[Input]

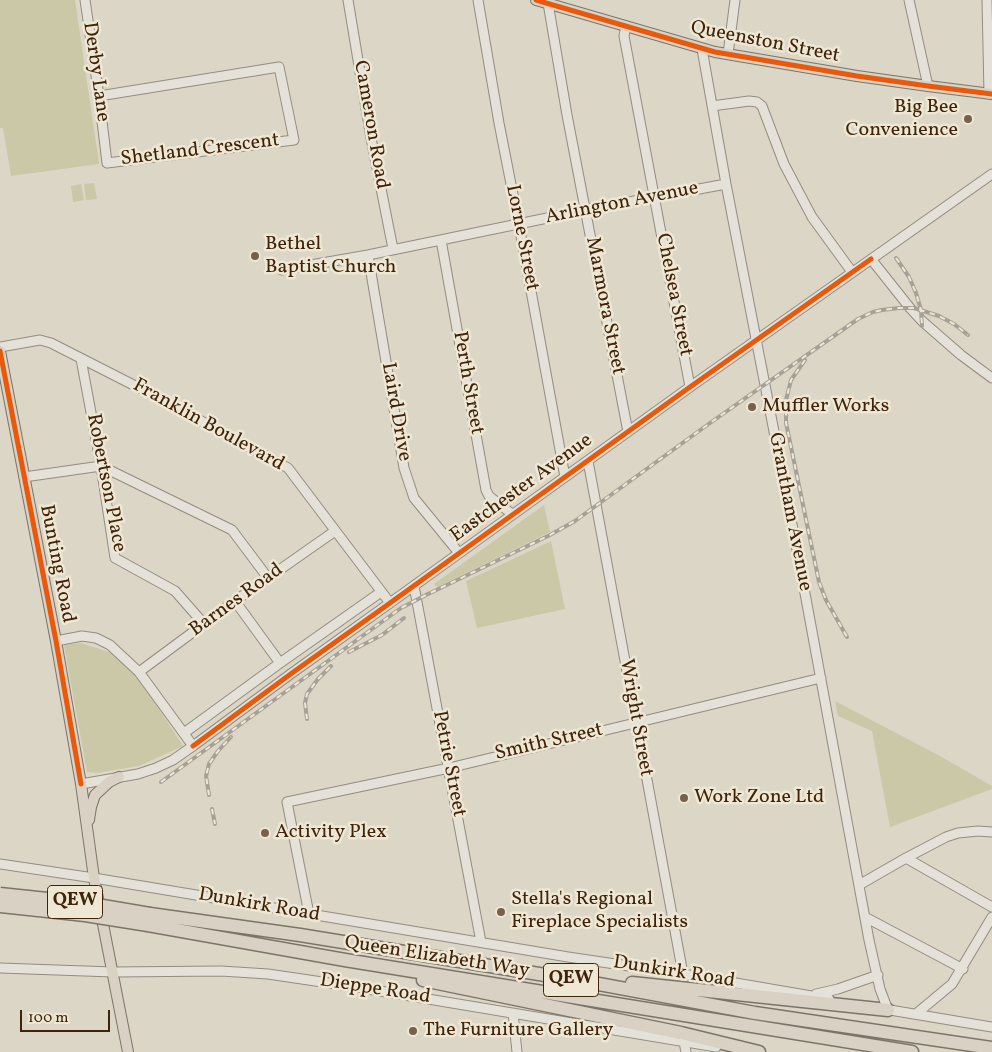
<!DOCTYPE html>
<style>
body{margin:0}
#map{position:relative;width:992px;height:1052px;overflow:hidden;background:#dcd6c6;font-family:Vollkorn,serif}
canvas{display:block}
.scale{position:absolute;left:20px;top:1010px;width:90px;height:22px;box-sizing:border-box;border:2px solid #3f230a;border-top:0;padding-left:6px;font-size:15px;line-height:18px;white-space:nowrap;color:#3f230a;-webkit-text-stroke:4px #eee7d4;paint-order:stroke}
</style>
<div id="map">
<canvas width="992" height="1052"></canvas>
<div class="scale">100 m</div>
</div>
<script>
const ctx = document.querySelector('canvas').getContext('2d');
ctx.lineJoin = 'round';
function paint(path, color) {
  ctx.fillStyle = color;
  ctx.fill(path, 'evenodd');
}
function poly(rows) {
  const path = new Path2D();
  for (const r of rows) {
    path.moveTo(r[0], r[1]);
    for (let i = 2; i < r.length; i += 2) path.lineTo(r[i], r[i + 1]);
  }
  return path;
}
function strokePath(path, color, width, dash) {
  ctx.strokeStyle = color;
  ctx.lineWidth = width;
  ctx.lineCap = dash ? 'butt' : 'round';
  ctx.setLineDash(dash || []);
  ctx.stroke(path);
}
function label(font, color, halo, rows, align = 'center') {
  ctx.font = font + ' Vollkorn,serif';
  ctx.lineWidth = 5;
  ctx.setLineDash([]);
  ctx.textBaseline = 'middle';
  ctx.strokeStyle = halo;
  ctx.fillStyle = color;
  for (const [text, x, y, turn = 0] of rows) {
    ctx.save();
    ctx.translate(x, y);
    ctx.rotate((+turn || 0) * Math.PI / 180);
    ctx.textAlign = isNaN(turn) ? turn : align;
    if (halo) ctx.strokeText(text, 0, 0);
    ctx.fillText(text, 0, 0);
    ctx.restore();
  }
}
const green = poly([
 [0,0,75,0,99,164,11,176,3,128,0,128],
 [94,183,97,199,86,200,84,184],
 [81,184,84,200,73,202,71,186],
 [544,505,550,532,437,587,434,584],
 [551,541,565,609,477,628,466,581],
 [81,643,109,652,130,664,183,746,139,766,96,773,87,772,64,645],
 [835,701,940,756,992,786,992,789,890,827,872,731,838,716]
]);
const minor = poly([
 [85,0,99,96,107,163,294,140,279,67,99,96],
 [348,0,371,138,393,249],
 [478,0,499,123,519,225,565,477],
 [909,0,928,86],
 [987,0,989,94],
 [548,3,567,115,628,432],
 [626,26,624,36,690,387],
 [702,49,726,184,797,550,869,940,880,989,888,1010],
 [728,54,735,0],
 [712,106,749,101,757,102,762,106,784,164,812,217,852,272],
 [441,240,486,490,489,496,512,514],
 [368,255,404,468,414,498,459,553],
 [871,259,910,308,922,321,961,355,992,378],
 [282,270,368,255,586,210,726,184],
 [0,347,40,340,51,343,159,398,288,468,390,603],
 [81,359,101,466,115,558,175,591,204,624],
 [588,461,683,974],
 [24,477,101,466,232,530,268,578],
 [414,586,481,942],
 [235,601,280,663],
 [56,641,82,636,96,638,110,645,139,672,193,746],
 [139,672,235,601,335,531],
 [184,733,280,663,381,592],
 [81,784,138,774,156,768,173,760,193,746,292,673,390,603,690,387,992,174],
 [906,858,992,907],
 [0,864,94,878,568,957,683,974,829,999],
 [859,885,906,858,946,837,958,833,978,831,992,832],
 [309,914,287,802,449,768,821,678],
 [865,917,963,969],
 [0,968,113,972,221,971,268,974,356,987,716,1047],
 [816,994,838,989,878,975],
 [884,1009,992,1027],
 [513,1013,517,1052],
 [916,1014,952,984,992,917],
 [684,1042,686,1052]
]);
const major = poly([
 [536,0,715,52,857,76,928,86,992,94],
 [0,351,56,641,81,784,94,878,128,1052],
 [89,820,91,807,95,795,109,782,119,777]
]);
const highway = poly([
 [150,914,300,935,588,982,755,1013,992,1048],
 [148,925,345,960,912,1052],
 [423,980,681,1033,759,1052],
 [632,983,888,1010]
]);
const rail = poly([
 [896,258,909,277,916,293,921,310,922,326],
 [805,360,791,380,786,400,786,423,819,582,826,600,847,637],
 [349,652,382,635,404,618],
 [307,719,305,703,307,694,318,679,331,666],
 [161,782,401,608,426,595,550,535,575,521,710,423,858,319,873,312,882,310,899,308,914,308,939,316,954,324,968,335],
 [209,795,206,776,209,764,218,751,231,737],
 [212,809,215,824]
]);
const highwayBridge = poly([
 [0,894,85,903,150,914],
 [0,906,85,915,148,925]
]);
const cycleway = poly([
 [536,0,715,52,857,76,928,86,992,94],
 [0,351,56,641,81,784],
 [193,746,292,673,390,603,690,387,871,259]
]);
const markers = [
 [968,119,5,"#76624c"],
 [255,256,5,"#76624c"],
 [752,407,5,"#76624c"],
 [684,798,5,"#76624c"],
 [265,833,5,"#76624c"],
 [501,912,5,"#76624c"],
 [413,1031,5,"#76624c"]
];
const shields = [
 [75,902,55],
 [571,980,55]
];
const shieldNames = [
 ["QEW",75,902],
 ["QEW",571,980]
];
const streetNames = [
 ["Queenston Street",765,43,11],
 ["Derby Lane",95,72,82],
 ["Cameron Road",370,125,80],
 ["Shetland Crescent",200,151,-7],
 ["Arlington Avenue",622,204,-11],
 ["Lorne Street",521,238,79],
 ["Chelsea Street",673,295,79],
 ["Marmora Street",604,306,79],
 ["Perth Street",467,383,80],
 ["Laird Drive",395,412,80],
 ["Franklin Boulevard",208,426,29],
 ["Robertson Place",105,483,79],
 ["Eastchester Avenue",522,489,-36],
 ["Grantham Avenue",789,512,79],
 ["Bunting Road",56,564,79],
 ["Barnes Road",237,601,-36],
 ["Wright Street",635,718,80],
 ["Smith Street",549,743,-13],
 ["Petrie Street",448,764,79],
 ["Dunkirk Road",259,906,10],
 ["Queen Elizabeth Way",437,958,9],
 ["Dunkirk Road",674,973,9],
 ["Dieppe Road",375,990,9]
];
const poiNames = [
 ["Big Bee",958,108,"right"],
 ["Convenience",958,131,"right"],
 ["Bethel",265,245],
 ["Baptist Church",265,268],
 ["Muffler Works",762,407],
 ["Work Zone Ltd",694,798],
 ["Activity Plex",275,833],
 ["Stella's Regional",511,900],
 ["Fireplace Specialists",511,923],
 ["The Furniture Gallery",423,1031]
];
paint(green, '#cac8a7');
strokePath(minor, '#938c80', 11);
strokePath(major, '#7c7468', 12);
strokePath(highway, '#7c7468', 15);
strokePath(minor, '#e4e1d9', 9);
strokePath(major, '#d8d1c4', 10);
strokePath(highway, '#d8d1c4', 12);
strokePath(rail, '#a6a097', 4);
strokePath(rail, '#eee7d4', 2, [5.5]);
strokePath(highwayBridge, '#7c7468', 15, []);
strokePath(highwayBridge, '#d8d1c4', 12);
strokePath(cycleway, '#e8590c', 5);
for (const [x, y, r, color] of markers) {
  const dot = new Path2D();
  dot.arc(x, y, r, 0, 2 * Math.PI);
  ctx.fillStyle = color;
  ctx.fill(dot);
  strokePath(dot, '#eee7d4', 2);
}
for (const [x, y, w] of shields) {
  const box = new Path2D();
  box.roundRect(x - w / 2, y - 16.5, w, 33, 4);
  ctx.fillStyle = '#eee7d4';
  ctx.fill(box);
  strokePath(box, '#3f230a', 1);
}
label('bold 19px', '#3f230a', null, shieldNames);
label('20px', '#3f230a', '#eee7d4', streetNames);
label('20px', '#3f230a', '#eee7d4', poiNames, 'left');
</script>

[/Input]

**Action item:** Count the lines in the listing above that contain the string "scale", and give only the count.

**Task result:** 2